El festival está organizado en siete secciones competitivas (internacional, iberoamericana, nuevos realizadores, derechos humanos, cine infantil y juvenil, cortos uruguayos y cortos internacionales), agregados de panoramas de largos y de cortos, y perspectivas y retrospectivas centradas en el cine de Suiza (país invitado de esta edición). Hay también una sección (Ojo con el cine) dedicada al cine que trata de cine, y otra (Ensayo de orquesta) sobre cine que trata de música. En esta última se dieron las dos películas que más me conmocionaron hasta el momento: Ennio (Giuseppe Tornatore, Italia) y Narciso em férias (Renato Terra y Ricardo Calil, Brasil). Son documentales sobre, respectivamente, Ennio Morricone y Caetano Veloso, con tratamientos cinematográficos opuestos: el primero, realizado con recursos enormes y guiado por una casi obsesión de poner una imagen ilustrativa de cada nombre mencionado, mientras el maestro despliega, además de su trayectoria, elementos de su estética y la génesis formal de varias de sus creaciones más notables, y el segundo hecho en forma minimista y con Caetano como único objeto de los encuadres (sobre un fondo casi desnudo), que discurren sobre sus dos meses de prisión en 1968.

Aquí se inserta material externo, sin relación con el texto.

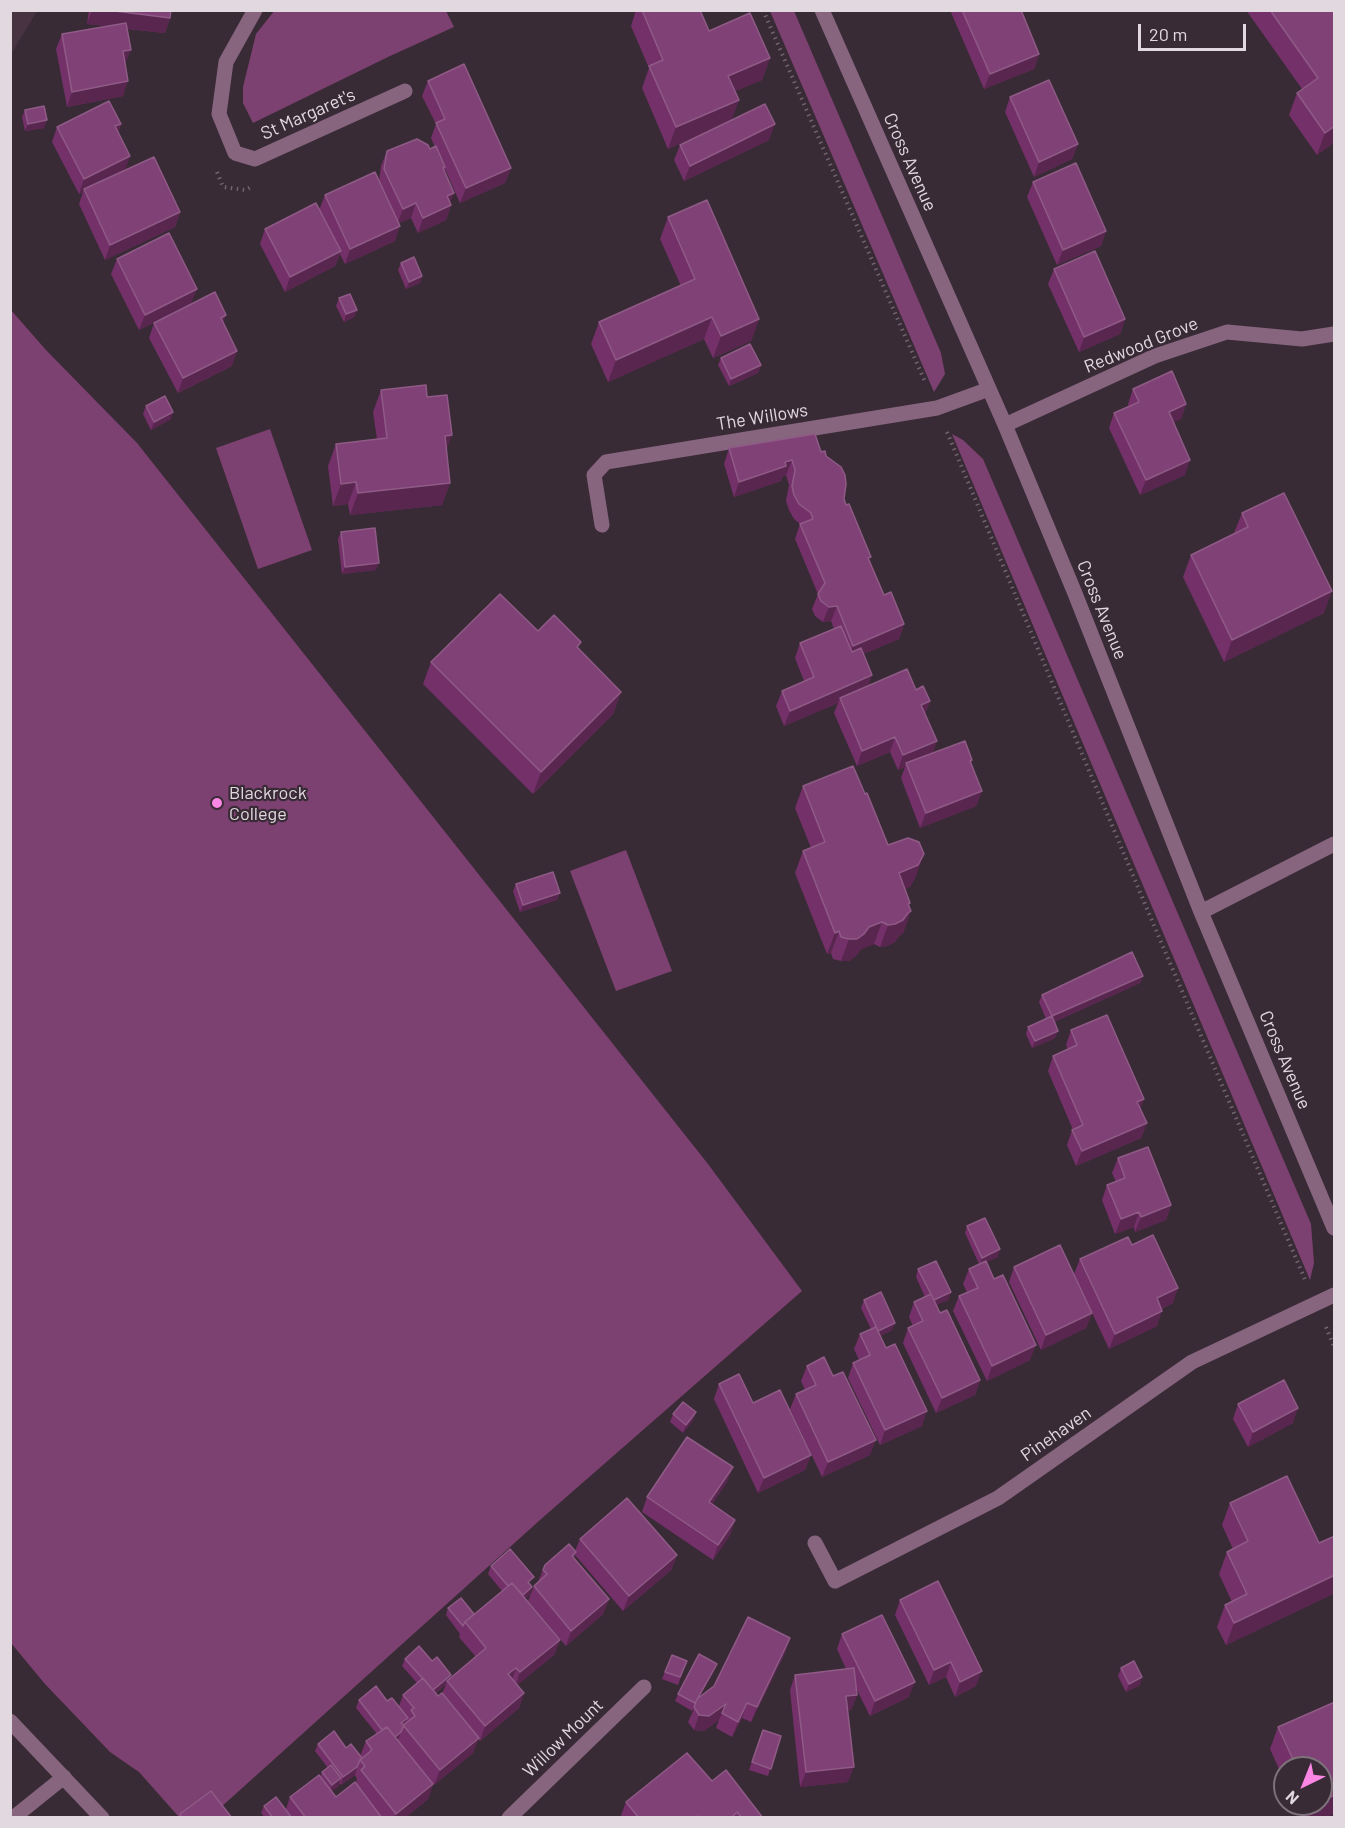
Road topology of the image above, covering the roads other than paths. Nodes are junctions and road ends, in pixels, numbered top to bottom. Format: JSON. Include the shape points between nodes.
{"nodes":[{"id":1,"x":255,"y":10,"type":"edge"},
{"id":2,"x":822,"y":10,"type":"edge"},
{"id":3,"x":405,"y":91,"type":"dead end"},
{"id":4,"x":1335,"y":334,"type":"edge"},
{"id":5,"x":989,"y":389,"type":"junction"},
{"id":6,"x":1005,"y":425,"type":"junction"},
{"id":7,"x":602,"y":525,"type":"dead end"},
{"id":8,"x":1335,"y":844,"type":"edge"},
{"id":9,"x":1201,"y":912,"type":"junction"},
{"id":10,"x":1335,"y":1228,"type":"edge"},
{"id":11,"x":1335,"y":1296,"type":"edge"},
{"id":12,"x":815,"y":1543,"type":"dead end"},
{"id":13,"x":644,"y":1687,"type":"dead end"},
{"id":14,"x":10,"y":1721,"type":"edge"},
{"id":15,"x":64,"y":1777,"type":"junction"},
{"id":16,"x":13,"y":1818,"type":"edge"},
{"id":17,"x":102,"y":1818,"type":"edge"},
{"id":18,"x":509,"y":1818,"type":"edge"}],
"edges":[{"from":1,"to":3,"type":"street","name":"St Margaret's","via":[[226,62],[219,114],[235,153],[255,159]]},
{"from":2,"to":5,"type":"street","name":"Cross Avenue"},
{"from":4,"to":6,"type":"street","name":"Redwood Grove","via":[[1302,339],[1227,332],[1155,356]]},
{"from":5,"to":6,"type":"street","name":"Cross Avenue"},
{"from":5,"to":7,"type":"street","name":"The Willows","via":[[937,408],[606,462],[594,475]]},
{"from":6,"to":9,"type":"street","name":"Cross Avenue"},
{"from":8,"to":9,"type":"street"},
{"from":9,"to":10,"type":"street","name":"Cross Avenue"},
{"from":11,"to":12,"type":"street","name":"Pinehaven","via":[[1192,1362],[998,1498],[835,1581]]},
{"from":13,"to":18,"type":"street","name":"Willow Mount"},
{"from":14,"to":15,"type":"street"},
{"from":15,"to":16,"type":"street"},
{"from":15,"to":17,"type":"street"}]}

Lo de Caetano en dictadura, a su vez, se asimila a una cantidad de revisiones de los pasados recientes de países que cargan con el trauma de golpes de Estado y regímenes autoritarios. Un ejemplo es RJW (Fermín Rivera, Argentina), sobre el escritor, periodista y militante Rodolfo Walsh. Desde una perspectiva menos directamente política, Barajas (Javier Izquierdo, Ecuador) repasa, a partir del pretexto del accidente aéreo que mató a los cuatro en 1983, los paralelismos y los contrastes en las trayectorias literarias del uruguayo Ángel Rama, la argentina Marta Traba, el peruano Manuel Scorza y el mexicano Jorge Ibargüengoitia, abordados con una sensibilidad literaria y una inventiva formal cinematográfica fuera de lo común. Las cartas perdidas (Amparo Climent, España) se centra en los padecimientos de mujeres resistentes durante la guerra civil española y la dictadura franquista.

Esta última, a su vez, integra también otra veta temática, la de la perspectiva feminista, que se puede apreciar en la película de animación (dirigida sobre todo a niños) Calamity (Rémi Chayé, Francia), sobre Calamity Jane, y en la sexualizada obra de coming of age Cigare au miel (Kamir Aïnouz, Francia / Argelia), sobre una adolescente cabilia en París.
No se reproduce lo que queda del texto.